# TASK STATEMENT
Set down a faithful copy of every record below, with no images.

=== Section Start ===

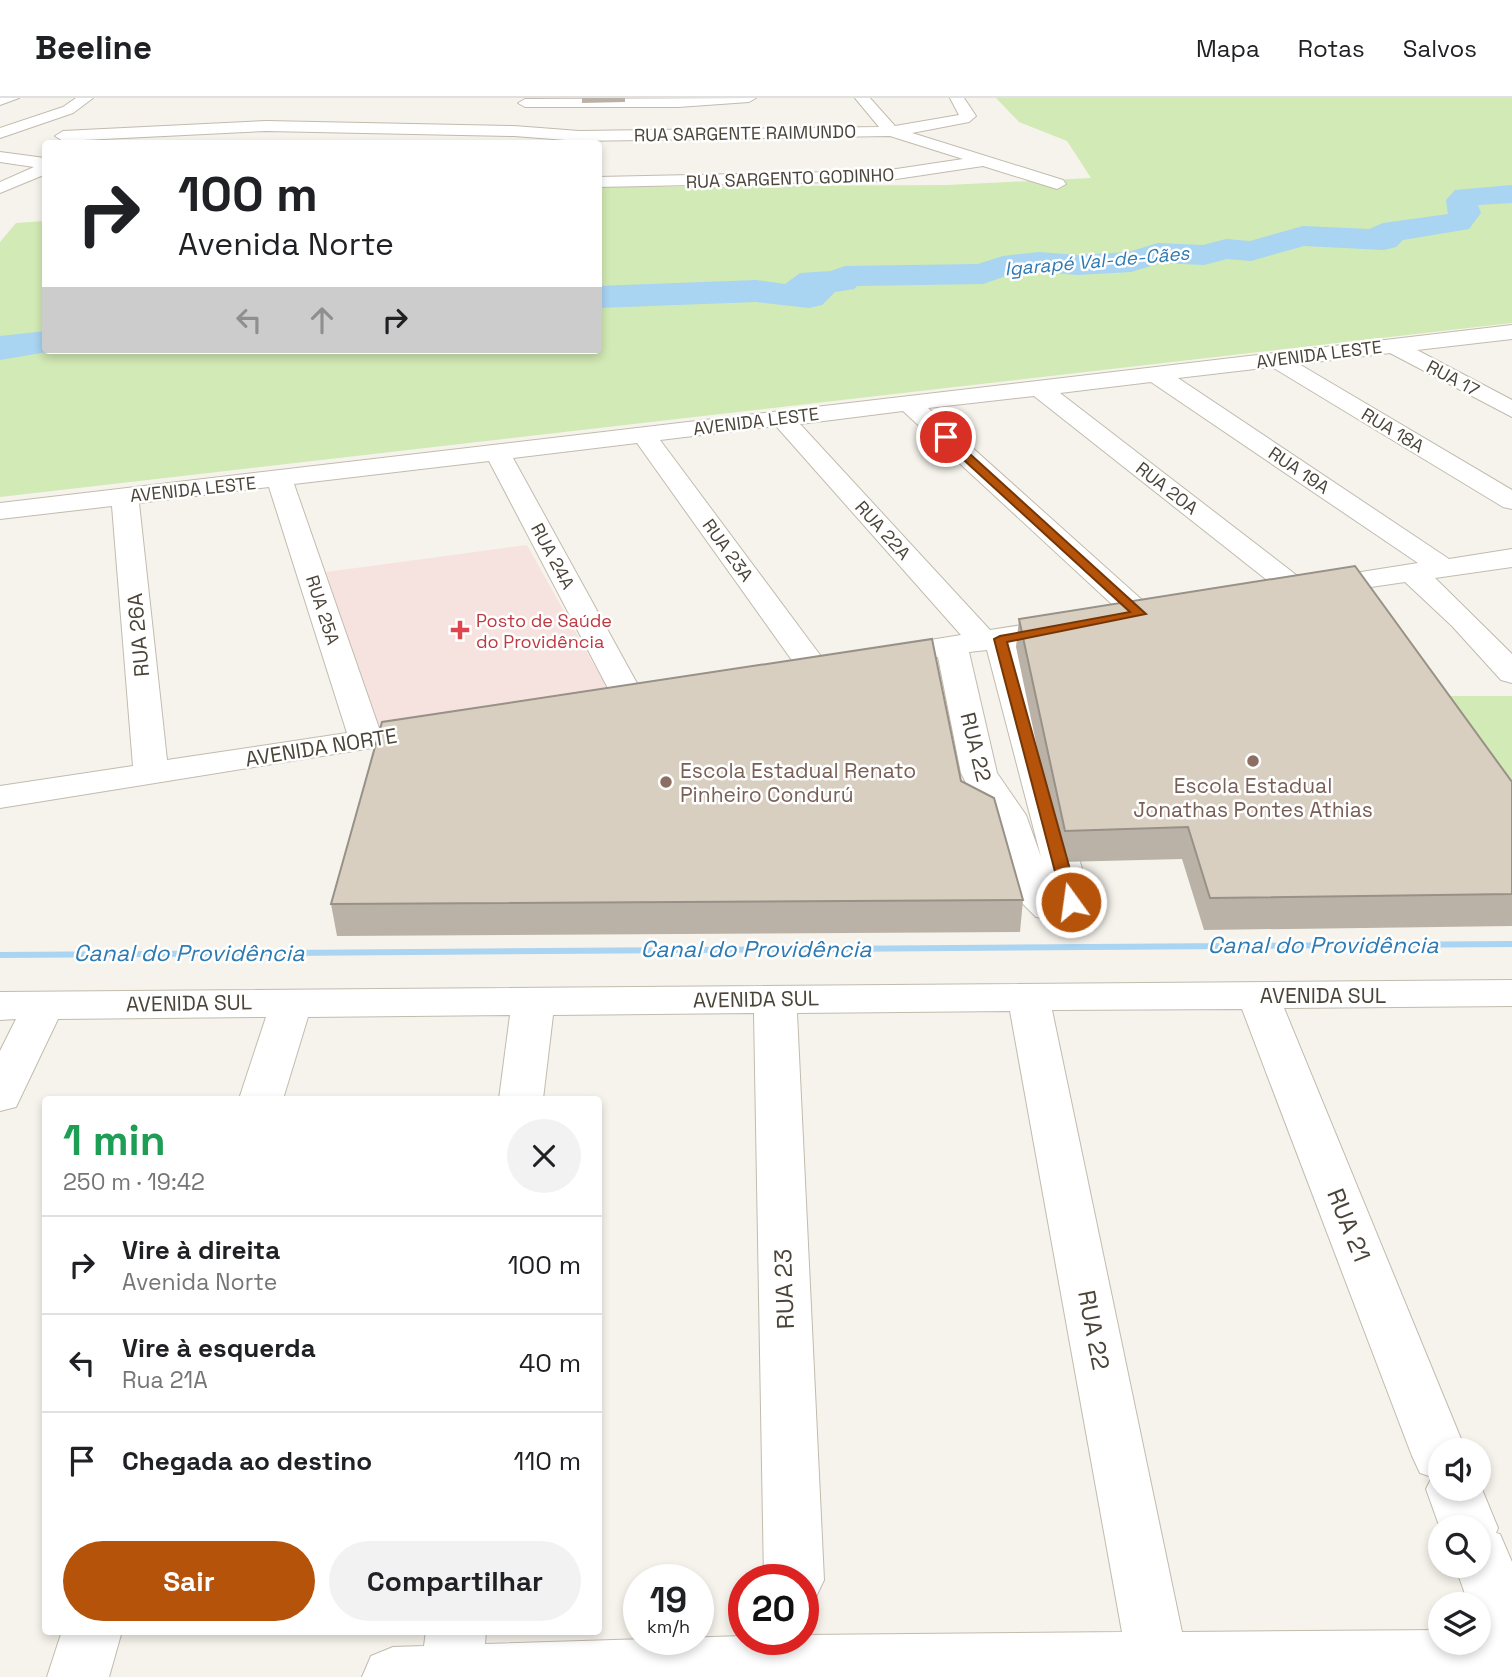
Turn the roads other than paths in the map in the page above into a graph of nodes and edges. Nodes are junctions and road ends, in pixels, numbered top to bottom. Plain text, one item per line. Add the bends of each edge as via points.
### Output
1 (12, 98) edge
2 (86, 98) edge
3 (103, 98) edge
4 (749, 98) edge
5 (862, 98) edge
6 (957, 98) edge
7 (526, 100) edge
8 (0, 101) edge
9 (286, 112) dead end
10 (266, 125) junction
11 (514, 131) junction
12 (891, 131) junction
13 (0, 133) edge
14 (918, 135) junction
15 (438, 137) edge
16 (63, 140) edge
17 (258, 140) edge
18 (579, 140) edge
19 (602, 141) edge
20 (739, 145) junction
21 (0, 157) edge
22 (980, 161) junction
23 (42, 166) edge
24 (42, 171) edge
25 (749, 181) junction
26 (602, 182) edge
27 (1056, 184) dead end
28 (0, 188) edge
29 (1511, 332) edge
30 (1393, 346) junction
31 (1274, 359) junction
32 (1154, 373) junction
33 (1039, 388) junction
34 (907, 402) junction
35 (1512, 410) edge
36 (782, 418) junction
37 (643, 434) junction
38 (498, 453) junction
39 (280, 480) junction
40 (125, 497) junction
41 (1512, 501) edge
42 (0, 511) edge
43 (1512, 558) edge
44 (1444, 568) junction
45 (1412, 573) junction
46 (1296, 589) junction
47 (1257, 595) edge
48 (979, 643) junction
49 (834, 664) junction
50 (773, 673) edge
51 (1512, 673) edge
52 (627, 696) edge
53 (463, 724) edge
54 (366, 740) junction
55 (151, 773) junction
56 (0, 797) edge
57 (1044, 799) junction
58 (996, 800) junction
59 (1258, 995) junction
60 (1510, 997) edge
61 (775, 998) junction
62 (1029, 998) junction
63 (292, 1001) junction
64 (533, 1002) junction
65 (44, 1005) junction
66 (0, 1006) edge
67 (0, 1096) edge
68 (262, 1096) edge
69 (521, 1096) edge
70 (1433, 1438) edge
71 (793, 1564) edge
72 (1489, 1578) edge
73 (91, 1635) edge
74 (1512, 1637) edge
75 (819, 1653) edge
76 (728, 1654) edge
77 (1512, 1658) edge
78 (433, 1661) edge
79 (1158, 1663) junction
80 (78, 1677) edge

1 - 8 street
2 - 13 street via 68,110
3 - 16 street
4 - 7 street via 574,111
5 - 12 street
6 - 14 street via 968,116
7 - 11 street
9 - 10 street
10 - 15 street, RUA SARGENTE RAIMUNDO
10 - 16 street, RUA SARGENTE RAIMUNDO
10 - 17 street
11 - 15 street, RUA SARGENTE RAIMUNDO
11 - 18 street, RUA SARGENTE RAIMUNDO
12 - 14 street, RUA SARGENTE RAIMUNDO
12 - 20 street, RUA SARGENTE RAIMUNDO
14 - 22 street, RUA SARGENTE RAIMUNDO
19 - 20 street, RUA SARGENTE RAIMUNDO
20 - 25 street
21 - 23 street
22 - 25 street, RUA SARGENTO GODINHO via 883,176
22 - 27 street, RUA SARGENTE RAIMUNDO
24 - 28 street
25 - 26 street, RUA SARGENTO GODINHO
29 - 30 street, AVENIDA LESTE
30 - 31 street, AVENIDA LESTE
30 - 35 street, RUA 17
31 - 32 street, AVENIDA LESTE
31 - 41 street, RUA 18A
32 - 33 street, AVENIDA LESTE
32 - 44 street, RUA 19A
33 - 34 street, AVENIDA LESTE
33 - 46 street, RUA 20A
34 - 36 street, AVENIDA LESTE
34 - 48 street via 1153,612
36 - 37 street, AVENIDA LESTE
36 - 48 street, RUA 22A
37 - 38 street, AVENIDA LESTE
37 - 49 street, RUA 23A
38 - 39 street, AVENIDA LESTE
38 - 52 street, RUA 24A
39 - 40 street, AVENIDA LESTE
39 - 54 street, RUA 25A
40 - 42 street, AVENIDA LESTE
40 - 55 street, RUA 26A
43 - 44 street
44 - 45 street
45 - 46 street
45 - 51 street
46 - 47 street
48 - 49 street
48 - 57 street, RUA 22
48 - 58 street, RUA 22 via 979,772
49 - 50 street
53 - 54 street, AVENIDA NORTE
54 - 55 street, AVENIDA NORTE
55 - 56 street, AVENIDA NORTE
57 - 58 street
57 - 58 street, RUA 22 via 1070,894 1067,909 1050,909 1037,899 1018,838
59 - 60 street, AVENIDA SUL
59 - 62 street, AVENIDA SUL
59 - 70 street, RUA 21
61 - 62 street, AVENIDA SUL
61 - 64 street, AVENIDA SUL
61 - 71 street, RUA 23
62 - 79 street, RUA 22
63 - 64 street, AVENIDA SUL
63 - 65 street, AVENIDA SUL
63 - 68 street
64 - 69 street
65 - 66 street, AVENIDA SUL
65 - 67 street
72 - 74 street
73 - 80 street
75 - 79 street
76 - 78 street
77 - 79 street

=== Section End ===

# TASK SOLUTION
Turn the roads other than paths in the map in the page above into a graph of nodes and edges. Nodes are junctions and road ends, in pixels, numbered top to bottom. Plain text, one item per line. Add the bends of each edge as via points.
### Output
1 (12, 98) edge
2 (86, 98) edge
3 (103, 98) edge
4 (749, 98) edge
5 (862, 98) edge
6 (957, 98) edge
7 (526, 100) edge
8 (0, 101) edge
9 (286, 112) dead end
10 (266, 125) junction
11 (514, 131) junction
12 (891, 131) junction
13 (0, 133) edge
14 (918, 135) junction
15 (438, 137) edge
16 (63, 140) edge
17 (258, 140) edge
18 (579, 140) edge
19 (602, 141) edge
20 (739, 145) junction
21 (0, 157) edge
22 (980, 161) junction
23 (42, 166) edge
24 (42, 171) edge
25 (749, 181) junction
26 (602, 182) edge
27 (1056, 184) dead end
28 (0, 188) edge
29 (1511, 332) edge
30 (1393, 346) junction
31 (1274, 359) junction
32 (1154, 373) junction
33 (1039, 388) junction
34 (907, 402) junction
35 (1512, 410) edge
36 (782, 418) junction
37 (643, 434) junction
38 (498, 453) junction
39 (280, 480) junction
40 (125, 497) junction
41 (1512, 501) edge
42 (0, 511) edge
43 (1512, 558) edge
44 (1444, 568) junction
45 (1412, 573) junction
46 (1296, 589) junction
47 (1257, 595) edge
48 (979, 643) junction
49 (834, 664) junction
50 (773, 673) edge
51 (1512, 673) edge
52 (627, 696) edge
53 (463, 724) edge
54 (366, 740) junction
55 (151, 773) junction
56 (0, 797) edge
57 (1044, 799) junction
58 (996, 800) junction
59 (1258, 995) junction
60 (1510, 997) edge
61 (775, 998) junction
62 (1029, 998) junction
63 (292, 1001) junction
64 (533, 1002) junction
65 (44, 1005) junction
66 (0, 1006) edge
67 (0, 1096) edge
68 (262, 1096) edge
69 (521, 1096) edge
70 (1433, 1438) edge
71 (793, 1564) edge
72 (1489, 1578) edge
73 (91, 1635) edge
74 (1512, 1637) edge
75 (819, 1653) edge
76 (728, 1654) edge
77 (1512, 1658) edge
78 (433, 1661) edge
79 (1158, 1663) junction
80 (78, 1677) edge

1 - 8 street
2 - 13 street via 68,110
3 - 16 street
4 - 7 street via 574,111
5 - 12 street
6 - 14 street via 968,116
7 - 11 street
9 - 10 street
10 - 15 street, RUA SARGENTE RAIMUNDO
10 - 16 street, RUA SARGENTE RAIMUNDO
10 - 17 street
11 - 15 street, RUA SARGENTE RAIMUNDO
11 - 18 street, RUA SARGENTE RAIMUNDO
12 - 14 street, RUA SARGENTE RAIMUNDO
12 - 20 street, RUA SARGENTE RAIMUNDO
14 - 22 street, RUA SARGENTE RAIMUNDO
19 - 20 street, RUA SARGENTE RAIMUNDO
20 - 25 street
21 - 23 street
22 - 25 street, RUA SARGENTO GODINHO via 883,176
22 - 27 street, RUA SARGENTE RAIMUNDO
24 - 28 street
25 - 26 street, RUA SARGENTO GODINHO
29 - 30 street, AVENIDA LESTE
30 - 31 street, AVENIDA LESTE
30 - 35 street, RUA 17
31 - 32 street, AVENIDA LESTE
31 - 41 street, RUA 18A
32 - 33 street, AVENIDA LESTE
32 - 44 street, RUA 19A
33 - 34 street, AVENIDA LESTE
33 - 46 street, RUA 20A
34 - 36 street, AVENIDA LESTE
34 - 48 street via 1153,612
36 - 37 street, AVENIDA LESTE
36 - 48 street, RUA 22A
37 - 38 street, AVENIDA LESTE
37 - 49 street, RUA 23A
38 - 39 street, AVENIDA LESTE
38 - 52 street, RUA 24A
39 - 40 street, AVENIDA LESTE
39 - 54 street, RUA 25A
40 - 42 street, AVENIDA LESTE
40 - 55 street, RUA 26A
43 - 44 street
44 - 45 street
45 - 46 street
45 - 51 street
46 - 47 street
48 - 49 street
48 - 57 street, RUA 22
48 - 58 street, RUA 22 via 979,772
49 - 50 street
53 - 54 street, AVENIDA NORTE
54 - 55 street, AVENIDA NORTE
55 - 56 street, AVENIDA NORTE
57 - 58 street
57 - 58 street, RUA 22 via 1070,894 1067,909 1050,909 1037,899 1018,838
59 - 60 street, AVENIDA SUL
59 - 62 street, AVENIDA SUL
59 - 70 street, RUA 21
61 - 62 street, AVENIDA SUL
61 - 64 street, AVENIDA SUL
61 - 71 street, RUA 23
62 - 79 street, RUA 22
63 - 64 street, AVENIDA SUL
63 - 65 street, AVENIDA SUL
63 - 68 street
64 - 69 street
65 - 66 street, AVENIDA SUL
65 - 67 street
72 - 74 street
73 - 80 street
75 - 79 street
76 - 78 street
77 - 79 street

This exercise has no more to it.